URBS SACRA ET AETERNA
Rome! quelle page dans l'histoire a été la tienne,
dans les temps d'autrefois où ton épée républicaine
régit le monde entier, pendant une période de bien
des siècles! Alors tu fus la reine couronnée de tes
peuples,
jusqu'au jour où parut dans tes rues le Goth
barbu. Et aujourd'hui, ô cité couronnée par Dieu,
découronnée par l'homme, c'est l'odieux drapeau
rouge, blanc et vert que les brises font flotter sur
tes murs.
En quel temps étais-tu en ta gloire? Alors que tes
aigles avides de pouvoir prenaient leur vol pour saluer
le double soleil et que les nations tremblaient
sous ton sceptre?
Non, ta gloire s'est prolongée jusqu'à ce jour, où
les pèlerins s'agenouillent devant, le Saint unique,
le pasteur captif de l'Eglise de Dieu.
SONNET COMPOSÉ APRÈS L'AUDITION DU
DIES IRAE
CHANTÉ DANS LA CHAPELLE SIXTINE
Non, Seigneur, il n'en est pas ainsi. La blancheur
du lis au printemps, les mélancoliques bois d'oliviers
ou la colombe à la poitrine argentée m'apprennent
plus clairement ta vie et ton amour, que
ces flammes rouges et ces coups de tonnerre, avec
leurs terreurs.
Les vignes empourprées m'apportent de doux
souvenirs de toi: un oiseau qui, le soir, rentre à tire
d'aile vers son nid, me parle de celui qui n'a aucune
place pour se reposer.
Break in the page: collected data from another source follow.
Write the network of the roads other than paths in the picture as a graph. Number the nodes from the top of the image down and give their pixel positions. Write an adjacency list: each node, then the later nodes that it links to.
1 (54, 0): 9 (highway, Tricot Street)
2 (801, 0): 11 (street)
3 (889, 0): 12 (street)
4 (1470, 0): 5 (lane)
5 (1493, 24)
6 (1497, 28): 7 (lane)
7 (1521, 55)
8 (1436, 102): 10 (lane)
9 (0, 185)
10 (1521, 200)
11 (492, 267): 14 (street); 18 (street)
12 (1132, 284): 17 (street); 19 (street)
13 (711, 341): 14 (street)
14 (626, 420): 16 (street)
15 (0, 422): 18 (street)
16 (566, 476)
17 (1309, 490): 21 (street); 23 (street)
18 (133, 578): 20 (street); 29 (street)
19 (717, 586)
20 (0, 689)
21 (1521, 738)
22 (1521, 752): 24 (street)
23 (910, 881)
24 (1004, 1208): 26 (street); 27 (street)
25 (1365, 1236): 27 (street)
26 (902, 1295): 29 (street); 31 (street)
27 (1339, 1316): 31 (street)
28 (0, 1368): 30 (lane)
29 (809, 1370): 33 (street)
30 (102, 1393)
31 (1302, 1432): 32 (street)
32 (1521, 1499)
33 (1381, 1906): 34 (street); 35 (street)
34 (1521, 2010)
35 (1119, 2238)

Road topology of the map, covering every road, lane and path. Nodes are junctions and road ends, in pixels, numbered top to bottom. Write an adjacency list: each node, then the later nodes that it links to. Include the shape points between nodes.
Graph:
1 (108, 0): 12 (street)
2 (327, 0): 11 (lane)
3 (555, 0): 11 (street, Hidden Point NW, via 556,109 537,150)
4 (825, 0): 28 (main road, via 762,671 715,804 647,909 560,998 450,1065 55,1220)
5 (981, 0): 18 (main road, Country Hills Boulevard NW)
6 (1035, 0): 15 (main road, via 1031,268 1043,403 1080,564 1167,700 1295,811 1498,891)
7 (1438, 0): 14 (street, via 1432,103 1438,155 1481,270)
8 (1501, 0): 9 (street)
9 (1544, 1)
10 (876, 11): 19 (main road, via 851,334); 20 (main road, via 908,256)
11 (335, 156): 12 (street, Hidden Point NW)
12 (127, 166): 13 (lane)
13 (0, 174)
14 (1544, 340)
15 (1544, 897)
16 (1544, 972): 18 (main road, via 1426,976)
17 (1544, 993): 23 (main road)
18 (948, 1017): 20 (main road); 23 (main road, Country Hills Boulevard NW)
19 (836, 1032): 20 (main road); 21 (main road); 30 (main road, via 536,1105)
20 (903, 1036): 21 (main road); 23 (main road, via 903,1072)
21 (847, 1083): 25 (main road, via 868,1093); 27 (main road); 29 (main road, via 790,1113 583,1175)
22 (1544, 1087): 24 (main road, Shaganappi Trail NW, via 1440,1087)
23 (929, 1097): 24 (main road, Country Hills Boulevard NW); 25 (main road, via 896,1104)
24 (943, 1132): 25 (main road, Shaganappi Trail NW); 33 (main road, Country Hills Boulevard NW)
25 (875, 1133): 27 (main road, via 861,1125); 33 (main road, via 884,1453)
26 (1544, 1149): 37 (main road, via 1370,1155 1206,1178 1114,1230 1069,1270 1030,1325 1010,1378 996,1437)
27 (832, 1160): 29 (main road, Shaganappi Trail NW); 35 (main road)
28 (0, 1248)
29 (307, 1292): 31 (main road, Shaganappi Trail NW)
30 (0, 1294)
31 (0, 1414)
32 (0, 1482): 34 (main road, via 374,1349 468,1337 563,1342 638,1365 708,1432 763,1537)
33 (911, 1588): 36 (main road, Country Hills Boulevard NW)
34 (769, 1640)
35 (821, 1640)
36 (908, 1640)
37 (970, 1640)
Je m'imagine que c'est sur toi
que chante le passereau.
Viens plutôt par une soirée d'automne, quand le
rouge et le brun brillent sur les feuilles et que les
campagnes répètent comme un écho la chanson du
passeur.
Viens quand la pleine lune en sa splendeur laisse
tomber son regard sur les rangées de gerbes dorées,
et alors fais ta moisson; nous avons attendu longtemps.